* _What you are asked to do_
I need each line of the entries below that includes the string "Hashim".

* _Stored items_
-=-=-

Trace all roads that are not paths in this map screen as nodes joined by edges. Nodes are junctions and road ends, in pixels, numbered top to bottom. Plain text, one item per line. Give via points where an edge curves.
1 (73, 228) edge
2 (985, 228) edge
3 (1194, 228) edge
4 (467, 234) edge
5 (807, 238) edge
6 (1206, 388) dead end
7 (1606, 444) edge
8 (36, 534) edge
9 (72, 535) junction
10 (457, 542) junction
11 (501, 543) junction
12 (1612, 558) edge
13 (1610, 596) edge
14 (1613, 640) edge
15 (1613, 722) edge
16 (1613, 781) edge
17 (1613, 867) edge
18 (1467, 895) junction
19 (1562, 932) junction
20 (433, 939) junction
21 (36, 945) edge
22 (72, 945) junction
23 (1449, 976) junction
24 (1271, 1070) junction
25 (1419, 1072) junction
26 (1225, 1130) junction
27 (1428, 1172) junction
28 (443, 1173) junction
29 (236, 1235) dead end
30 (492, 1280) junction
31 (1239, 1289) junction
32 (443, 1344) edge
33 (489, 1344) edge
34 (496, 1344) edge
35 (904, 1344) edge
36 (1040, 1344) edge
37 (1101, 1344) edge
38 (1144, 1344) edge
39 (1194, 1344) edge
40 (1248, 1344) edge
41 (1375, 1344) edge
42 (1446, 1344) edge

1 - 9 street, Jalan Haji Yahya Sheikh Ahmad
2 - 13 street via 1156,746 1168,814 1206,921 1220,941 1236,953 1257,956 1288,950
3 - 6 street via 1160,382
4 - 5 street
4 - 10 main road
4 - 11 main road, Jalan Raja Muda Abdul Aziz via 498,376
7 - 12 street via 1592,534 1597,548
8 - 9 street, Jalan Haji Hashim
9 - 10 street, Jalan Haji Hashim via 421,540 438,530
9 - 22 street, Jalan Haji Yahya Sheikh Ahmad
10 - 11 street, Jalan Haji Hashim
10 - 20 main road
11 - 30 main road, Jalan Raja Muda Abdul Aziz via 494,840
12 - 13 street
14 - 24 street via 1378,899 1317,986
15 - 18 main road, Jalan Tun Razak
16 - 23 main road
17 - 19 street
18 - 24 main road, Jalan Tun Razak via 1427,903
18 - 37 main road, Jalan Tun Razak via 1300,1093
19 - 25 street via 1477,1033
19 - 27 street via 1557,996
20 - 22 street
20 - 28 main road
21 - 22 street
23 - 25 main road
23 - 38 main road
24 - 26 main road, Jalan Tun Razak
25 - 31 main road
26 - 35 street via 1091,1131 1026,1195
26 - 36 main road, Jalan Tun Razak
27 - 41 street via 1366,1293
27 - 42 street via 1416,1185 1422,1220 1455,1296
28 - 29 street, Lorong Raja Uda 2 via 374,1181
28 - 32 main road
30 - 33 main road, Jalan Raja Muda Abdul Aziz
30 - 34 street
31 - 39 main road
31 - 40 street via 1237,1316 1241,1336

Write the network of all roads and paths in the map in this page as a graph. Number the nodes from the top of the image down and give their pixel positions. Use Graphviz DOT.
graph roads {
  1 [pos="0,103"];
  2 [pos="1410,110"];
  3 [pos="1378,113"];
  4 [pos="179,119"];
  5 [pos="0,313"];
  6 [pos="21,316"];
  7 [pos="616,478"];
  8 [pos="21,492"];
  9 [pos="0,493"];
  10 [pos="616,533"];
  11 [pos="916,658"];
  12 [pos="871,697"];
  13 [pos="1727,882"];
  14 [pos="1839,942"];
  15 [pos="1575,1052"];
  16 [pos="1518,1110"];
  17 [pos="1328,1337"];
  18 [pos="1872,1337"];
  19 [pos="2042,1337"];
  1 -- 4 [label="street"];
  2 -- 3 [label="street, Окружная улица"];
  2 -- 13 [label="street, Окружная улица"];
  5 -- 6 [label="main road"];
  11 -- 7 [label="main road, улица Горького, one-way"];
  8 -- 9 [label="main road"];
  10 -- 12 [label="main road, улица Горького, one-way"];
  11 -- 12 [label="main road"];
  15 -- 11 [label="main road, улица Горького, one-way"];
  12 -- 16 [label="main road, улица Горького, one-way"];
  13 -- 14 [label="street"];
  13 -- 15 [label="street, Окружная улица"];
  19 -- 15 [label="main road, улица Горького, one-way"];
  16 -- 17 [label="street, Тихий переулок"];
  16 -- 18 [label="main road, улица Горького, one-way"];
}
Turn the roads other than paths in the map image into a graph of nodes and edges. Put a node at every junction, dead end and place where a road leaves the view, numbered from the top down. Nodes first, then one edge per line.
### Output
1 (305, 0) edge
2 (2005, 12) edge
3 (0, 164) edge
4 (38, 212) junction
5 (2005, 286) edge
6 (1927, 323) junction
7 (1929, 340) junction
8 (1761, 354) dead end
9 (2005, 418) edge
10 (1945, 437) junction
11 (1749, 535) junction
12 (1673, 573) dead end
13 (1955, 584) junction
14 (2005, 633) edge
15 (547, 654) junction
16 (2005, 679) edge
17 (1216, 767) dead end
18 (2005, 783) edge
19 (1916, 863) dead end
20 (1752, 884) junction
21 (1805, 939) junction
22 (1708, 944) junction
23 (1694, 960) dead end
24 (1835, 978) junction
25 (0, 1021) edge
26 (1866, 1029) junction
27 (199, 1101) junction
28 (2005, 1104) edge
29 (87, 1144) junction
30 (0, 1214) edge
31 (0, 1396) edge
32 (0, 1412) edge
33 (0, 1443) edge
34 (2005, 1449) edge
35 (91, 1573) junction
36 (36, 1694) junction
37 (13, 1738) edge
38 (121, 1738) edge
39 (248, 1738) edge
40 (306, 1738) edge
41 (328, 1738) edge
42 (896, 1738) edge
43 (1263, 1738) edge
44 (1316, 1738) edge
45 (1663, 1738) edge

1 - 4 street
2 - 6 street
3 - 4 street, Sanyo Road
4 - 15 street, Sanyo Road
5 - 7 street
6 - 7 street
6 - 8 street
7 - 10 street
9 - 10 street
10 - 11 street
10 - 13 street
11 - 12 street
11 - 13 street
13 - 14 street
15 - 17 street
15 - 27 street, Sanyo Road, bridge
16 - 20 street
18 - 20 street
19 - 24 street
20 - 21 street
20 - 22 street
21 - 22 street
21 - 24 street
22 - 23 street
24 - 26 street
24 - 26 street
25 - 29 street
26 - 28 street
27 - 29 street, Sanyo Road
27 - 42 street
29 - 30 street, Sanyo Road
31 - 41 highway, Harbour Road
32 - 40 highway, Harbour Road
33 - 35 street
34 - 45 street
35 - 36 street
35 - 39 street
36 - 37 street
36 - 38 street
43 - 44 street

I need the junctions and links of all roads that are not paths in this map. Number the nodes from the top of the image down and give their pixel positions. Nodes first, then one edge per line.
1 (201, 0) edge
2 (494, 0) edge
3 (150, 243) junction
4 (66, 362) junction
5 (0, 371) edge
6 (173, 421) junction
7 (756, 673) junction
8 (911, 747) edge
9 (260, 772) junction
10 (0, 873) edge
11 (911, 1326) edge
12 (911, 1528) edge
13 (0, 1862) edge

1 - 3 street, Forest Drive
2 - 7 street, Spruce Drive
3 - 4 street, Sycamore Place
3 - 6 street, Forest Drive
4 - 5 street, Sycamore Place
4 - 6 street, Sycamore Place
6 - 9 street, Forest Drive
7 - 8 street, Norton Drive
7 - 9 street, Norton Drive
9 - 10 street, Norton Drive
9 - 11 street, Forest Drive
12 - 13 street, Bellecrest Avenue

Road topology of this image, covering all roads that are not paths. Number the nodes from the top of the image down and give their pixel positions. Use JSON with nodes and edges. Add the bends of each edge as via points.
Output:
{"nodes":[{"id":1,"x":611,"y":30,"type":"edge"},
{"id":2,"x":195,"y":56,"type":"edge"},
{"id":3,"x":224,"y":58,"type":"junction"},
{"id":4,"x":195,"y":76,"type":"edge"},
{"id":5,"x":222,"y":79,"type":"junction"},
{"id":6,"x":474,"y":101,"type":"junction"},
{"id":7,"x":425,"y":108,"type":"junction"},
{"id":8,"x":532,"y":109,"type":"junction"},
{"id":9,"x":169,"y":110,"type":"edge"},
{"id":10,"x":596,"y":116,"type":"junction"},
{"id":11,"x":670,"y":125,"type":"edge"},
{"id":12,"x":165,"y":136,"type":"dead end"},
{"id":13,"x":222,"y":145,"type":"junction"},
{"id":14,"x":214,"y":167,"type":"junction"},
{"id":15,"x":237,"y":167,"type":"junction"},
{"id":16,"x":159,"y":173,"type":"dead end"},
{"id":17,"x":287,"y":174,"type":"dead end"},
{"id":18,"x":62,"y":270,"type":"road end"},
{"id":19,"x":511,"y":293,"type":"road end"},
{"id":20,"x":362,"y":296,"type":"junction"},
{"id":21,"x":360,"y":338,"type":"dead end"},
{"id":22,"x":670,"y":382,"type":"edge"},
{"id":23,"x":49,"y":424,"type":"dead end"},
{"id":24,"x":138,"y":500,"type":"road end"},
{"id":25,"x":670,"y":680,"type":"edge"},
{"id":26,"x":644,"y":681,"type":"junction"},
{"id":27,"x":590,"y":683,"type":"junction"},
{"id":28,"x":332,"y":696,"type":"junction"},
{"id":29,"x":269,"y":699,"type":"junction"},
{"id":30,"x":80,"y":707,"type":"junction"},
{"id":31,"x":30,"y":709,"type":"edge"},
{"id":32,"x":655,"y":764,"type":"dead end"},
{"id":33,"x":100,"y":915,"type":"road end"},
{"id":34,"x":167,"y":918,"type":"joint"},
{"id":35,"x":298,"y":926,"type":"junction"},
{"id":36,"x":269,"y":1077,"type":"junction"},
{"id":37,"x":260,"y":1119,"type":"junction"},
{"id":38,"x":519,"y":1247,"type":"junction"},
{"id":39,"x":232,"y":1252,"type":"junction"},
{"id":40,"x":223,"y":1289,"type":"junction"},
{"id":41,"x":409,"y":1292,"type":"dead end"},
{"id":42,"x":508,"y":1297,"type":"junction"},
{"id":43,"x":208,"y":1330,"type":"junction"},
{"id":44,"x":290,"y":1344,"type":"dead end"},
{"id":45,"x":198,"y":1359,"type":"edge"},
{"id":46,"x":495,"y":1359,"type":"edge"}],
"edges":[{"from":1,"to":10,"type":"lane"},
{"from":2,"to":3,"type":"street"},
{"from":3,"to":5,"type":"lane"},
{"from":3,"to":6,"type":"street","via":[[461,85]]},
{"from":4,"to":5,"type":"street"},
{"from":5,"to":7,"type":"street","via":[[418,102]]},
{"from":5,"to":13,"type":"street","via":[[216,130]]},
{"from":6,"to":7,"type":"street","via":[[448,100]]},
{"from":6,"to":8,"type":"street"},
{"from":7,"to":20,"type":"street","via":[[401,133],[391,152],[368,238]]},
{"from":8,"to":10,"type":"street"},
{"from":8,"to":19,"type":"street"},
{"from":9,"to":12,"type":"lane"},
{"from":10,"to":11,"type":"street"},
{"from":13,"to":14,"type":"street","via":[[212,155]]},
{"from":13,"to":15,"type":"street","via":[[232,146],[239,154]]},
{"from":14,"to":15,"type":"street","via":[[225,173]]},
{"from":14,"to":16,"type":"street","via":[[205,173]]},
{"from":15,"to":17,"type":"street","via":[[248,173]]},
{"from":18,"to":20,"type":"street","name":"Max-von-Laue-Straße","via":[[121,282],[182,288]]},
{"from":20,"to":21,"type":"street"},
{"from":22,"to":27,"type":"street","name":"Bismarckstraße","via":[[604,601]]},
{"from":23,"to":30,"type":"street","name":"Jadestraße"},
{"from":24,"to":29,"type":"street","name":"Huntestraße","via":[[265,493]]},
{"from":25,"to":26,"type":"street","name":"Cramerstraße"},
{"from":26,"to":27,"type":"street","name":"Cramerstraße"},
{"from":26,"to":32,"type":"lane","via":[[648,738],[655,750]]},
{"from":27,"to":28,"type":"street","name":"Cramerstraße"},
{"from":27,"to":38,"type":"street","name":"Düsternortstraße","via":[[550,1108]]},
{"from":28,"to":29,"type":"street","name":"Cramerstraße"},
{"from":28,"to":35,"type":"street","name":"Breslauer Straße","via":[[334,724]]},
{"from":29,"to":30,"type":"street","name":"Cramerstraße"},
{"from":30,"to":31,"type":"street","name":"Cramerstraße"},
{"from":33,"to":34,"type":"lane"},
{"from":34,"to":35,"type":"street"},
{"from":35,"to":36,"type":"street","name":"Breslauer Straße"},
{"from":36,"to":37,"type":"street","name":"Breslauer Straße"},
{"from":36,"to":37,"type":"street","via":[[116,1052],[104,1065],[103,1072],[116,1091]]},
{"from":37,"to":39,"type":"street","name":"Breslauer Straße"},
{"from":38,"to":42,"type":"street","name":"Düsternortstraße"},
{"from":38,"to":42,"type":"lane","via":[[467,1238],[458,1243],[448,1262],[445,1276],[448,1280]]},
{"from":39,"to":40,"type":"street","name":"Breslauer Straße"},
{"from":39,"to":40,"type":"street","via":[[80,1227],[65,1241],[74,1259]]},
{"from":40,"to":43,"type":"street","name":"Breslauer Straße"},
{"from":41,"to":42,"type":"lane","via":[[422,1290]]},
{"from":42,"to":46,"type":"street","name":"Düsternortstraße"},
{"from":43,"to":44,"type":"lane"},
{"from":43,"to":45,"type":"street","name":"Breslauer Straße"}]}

-=-=-

* _Response to this task_
8 - 9 street, Jalan Haji Hashim
9 - 10 street, Jalan Haji Hashim via 421,540 438,530
10 - 11 street, Jalan Haji Hashim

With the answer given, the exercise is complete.